Pictures should be left out when the listing below is repeated word for word.

## Provided entries:
== == ==
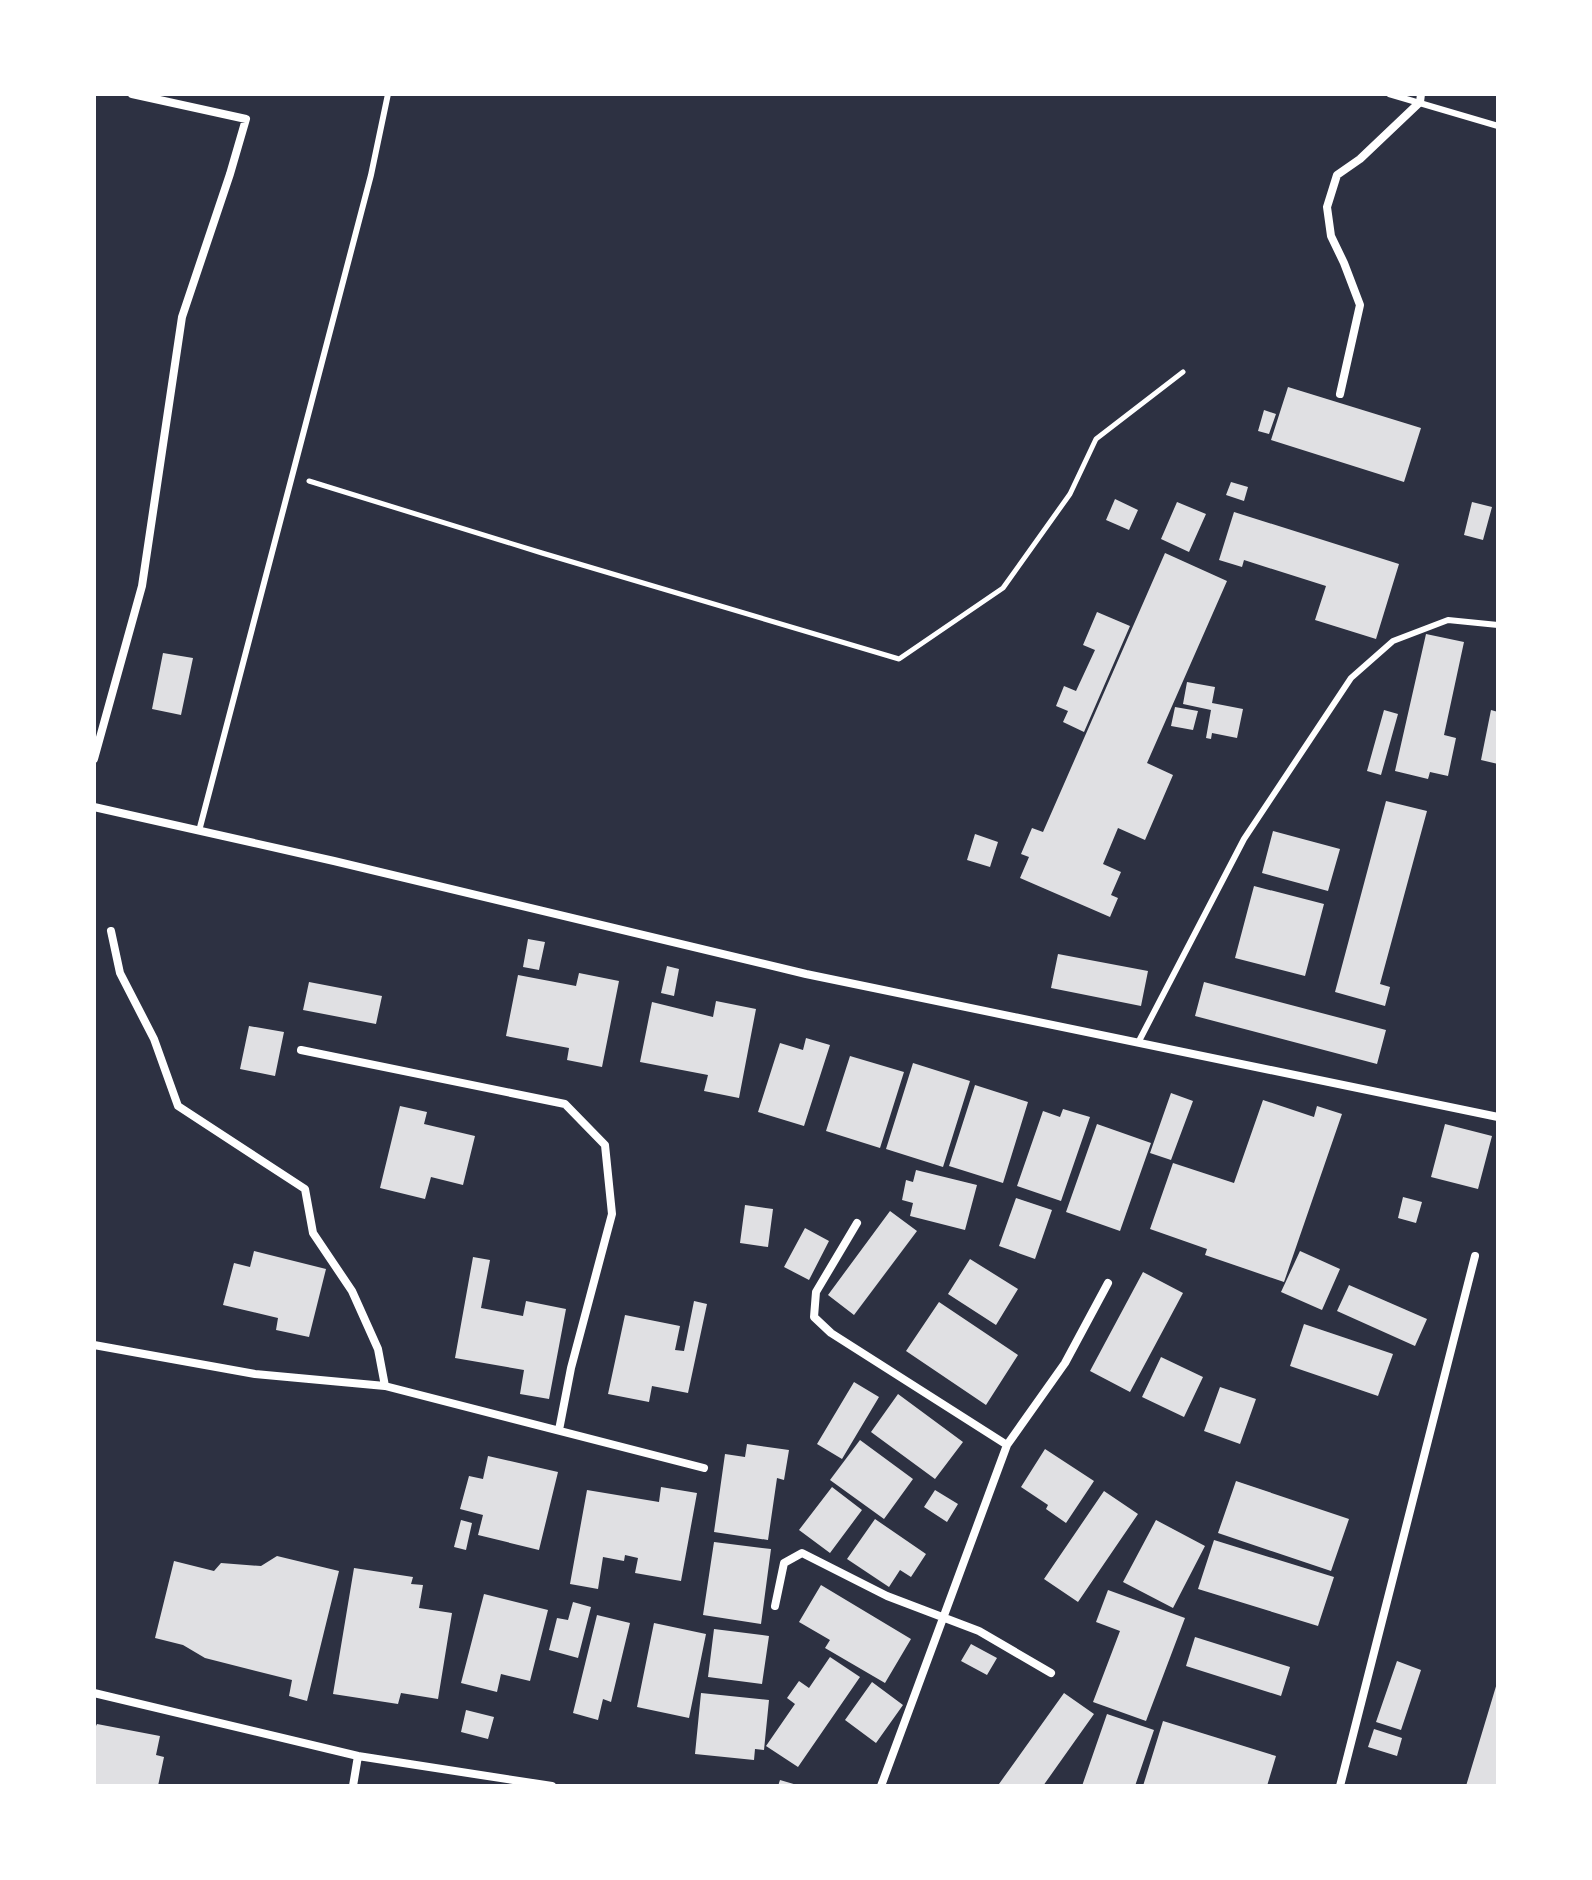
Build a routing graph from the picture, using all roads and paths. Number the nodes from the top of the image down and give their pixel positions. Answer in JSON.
{"nodes":[{"id":1,"x":132,"y":94,"type":"edge"},
{"id":2,"x":388,"y":94,"type":"edge"},
{"id":3,"x":1389,"y":94,"type":"edge"},
{"id":4,"x":1420,"y":98,"type":"edge"},
{"id":5,"x":1498,"y":126,"type":"edge"},
{"id":6,"x":1183,"y":372,"type":"dead end"},
{"id":7,"x":1340,"y":394,"type":"dead end"},
{"id":8,"x":293,"y":475,"type":"junction"},
{"id":9,"x":1498,"y":625,"type":"edge"},
{"id":10,"x":94,"y":759,"type":"edge"},
{"id":11,"x":94,"y":807,"type":"edge"},
{"id":12,"x":199,"y":831,"type":"junction"},
{"id":13,"x":111,"y":931,"type":"dead end"},
{"id":14,"x":1139,"y":1041,"type":"junction"},
{"id":15,"x":301,"y":1050,"type":"dead end"},
{"id":16,"x":1498,"y":1117,"type":"edge"},
{"id":17,"x":857,"y":1223,"type":"dead end"},
{"id":18,"x":1475,"y":1256,"type":"dead end"},
{"id":19,"x":1108,"y":1283,"type":"dead end"},
{"id":20,"x":94,"y":1345,"type":"edge"},
{"id":21,"x":385,"y":1386,"type":"junction"},
{"id":22,"x":559,"y":1430,"type":"junction"},
{"id":23,"x":1007,"y":1445,"type":"junction"},
{"id":24,"x":704,"y":1468,"type":"dead end"},
{"id":25,"x":775,"y":1606,"type":"dead end"},
{"id":26,"x":944,"y":1616,"type":"junction"},
{"id":27,"x":1051,"y":1673,"type":"dead end"},
{"id":28,"x":94,"y":1693,"type":"edge"},
{"id":29,"x":358,"y":1756,"type":"junction"},
{"id":30,"x":353,"y":1786,"type":"edge"},
{"id":31,"x":552,"y":1786,"type":"edge"},
{"id":32,"x":881,"y":1786,"type":"edge"},
{"id":33,"x":1340,"y":1786,"type":"edge"}],
"edges":[{"from":1,"to":10,"type":"street"},
{"from":2,"to":8,"type":"lane"},
{"from":3,"to":4,"type":"lane"},
{"from":4,"to":5,"type":"lane"},
{"from":4,"to":7,"type":"street"},
{"from":6,"to":8,"type":"path"},
{"from":8,"to":12,"type":"lane"},
{"from":9,"to":14,"type":"lane"},
{"from":11,"to":12,"type":"street"},
{"from":12,"to":14,"type":"street"},
{"from":13,"to":21,"type":"street"},
{"from":14,"to":16,"type":"street"},
{"from":15,"to":22,"type":"street"},
{"from":17,"to":23,"type":"street"},
{"from":18,"to":33,"type":"street"},
{"from":19,"to":23,"type":"street"},
{"from":20,"to":21,"type":"street"},
{"from":21,"to":22,"type":"street"},
{"from":22,"to":24,"type":"street"},
{"from":23,"to":26,"type":"street"},
{"from":25,"to":26,"type":"street"},
{"from":26,"to":27,"type":"street"},
{"from":26,"to":32,"type":"street"},
{"from":28,"to":29,"type":"street"},
{"from":29,"to":30,"type":"street"},
{"from":29,"to":31,"type":"street"}]}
== == ==
## Task response:
Build a routing graph from the picture, using all roads and paths. Number the nodes from the top of the image down and give their pixel positions. Answer in JSON.
{"nodes":[{"id":1,"x":132,"y":94,"type":"edge"},
{"id":2,"x":388,"y":94,"type":"edge"},
{"id":3,"x":1389,"y":94,"type":"edge"},
{"id":4,"x":1420,"y":98,"type":"edge"},
{"id":5,"x":1498,"y":126,"type":"edge"},
{"id":6,"x":1183,"y":372,"type":"dead end"},
{"id":7,"x":1340,"y":394,"type":"dead end"},
{"id":8,"x":293,"y":475,"type":"junction"},
{"id":9,"x":1498,"y":625,"type":"edge"},
{"id":10,"x":94,"y":759,"type":"edge"},
{"id":11,"x":94,"y":807,"type":"edge"},
{"id":12,"x":199,"y":831,"type":"junction"},
{"id":13,"x":111,"y":931,"type":"dead end"},
{"id":14,"x":1139,"y":1041,"type":"junction"},
{"id":15,"x":301,"y":1050,"type":"dead end"},
{"id":16,"x":1498,"y":1117,"type":"edge"},
{"id":17,"x":857,"y":1223,"type":"dead end"},
{"id":18,"x":1475,"y":1256,"type":"dead end"},
{"id":19,"x":1108,"y":1283,"type":"dead end"},
{"id":20,"x":94,"y":1345,"type":"edge"},
{"id":21,"x":385,"y":1386,"type":"junction"},
{"id":22,"x":559,"y":1430,"type":"junction"},
{"id":23,"x":1007,"y":1445,"type":"junction"},
{"id":24,"x":704,"y":1468,"type":"dead end"},
{"id":25,"x":775,"y":1606,"type":"dead end"},
{"id":26,"x":944,"y":1616,"type":"junction"},
{"id":27,"x":1051,"y":1673,"type":"dead end"},
{"id":28,"x":94,"y":1693,"type":"edge"},
{"id":29,"x":358,"y":1756,"type":"junction"},
{"id":30,"x":353,"y":1786,"type":"edge"},
{"id":31,"x":552,"y":1786,"type":"edge"},
{"id":32,"x":881,"y":1786,"type":"edge"},
{"id":33,"x":1340,"y":1786,"type":"edge"}],
"edges":[{"from":1,"to":10,"type":"street"},
{"from":2,"to":8,"type":"lane"},
{"from":3,"to":4,"type":"lane"},
{"from":4,"to":5,"type":"lane"},
{"from":4,"to":7,"type":"street"},
{"from":6,"to":8,"type":"path"},
{"from":8,"to":12,"type":"lane"},
{"from":9,"to":14,"type":"lane"},
{"from":11,"to":12,"type":"street"},
{"from":12,"to":14,"type":"street"},
{"from":13,"to":21,"type":"street"},
{"from":14,"to":16,"type":"street"},
{"from":15,"to":22,"type":"street"},
{"from":17,"to":23,"type":"street"},
{"from":18,"to":33,"type":"street"},
{"from":19,"to":23,"type":"street"},
{"from":20,"to":21,"type":"street"},
{"from":21,"to":22,"type":"street"},
{"from":22,"to":24,"type":"street"},
{"from":23,"to":26,"type":"street"},
{"from":25,"to":26,"type":"street"},
{"from":26,"to":27,"type":"street"},
{"from":26,"to":32,"type":"street"},
{"from":28,"to":29,"type":"street"},
{"from":29,"to":30,"type":"street"},
{"from":29,"to":31,"type":"street"}]}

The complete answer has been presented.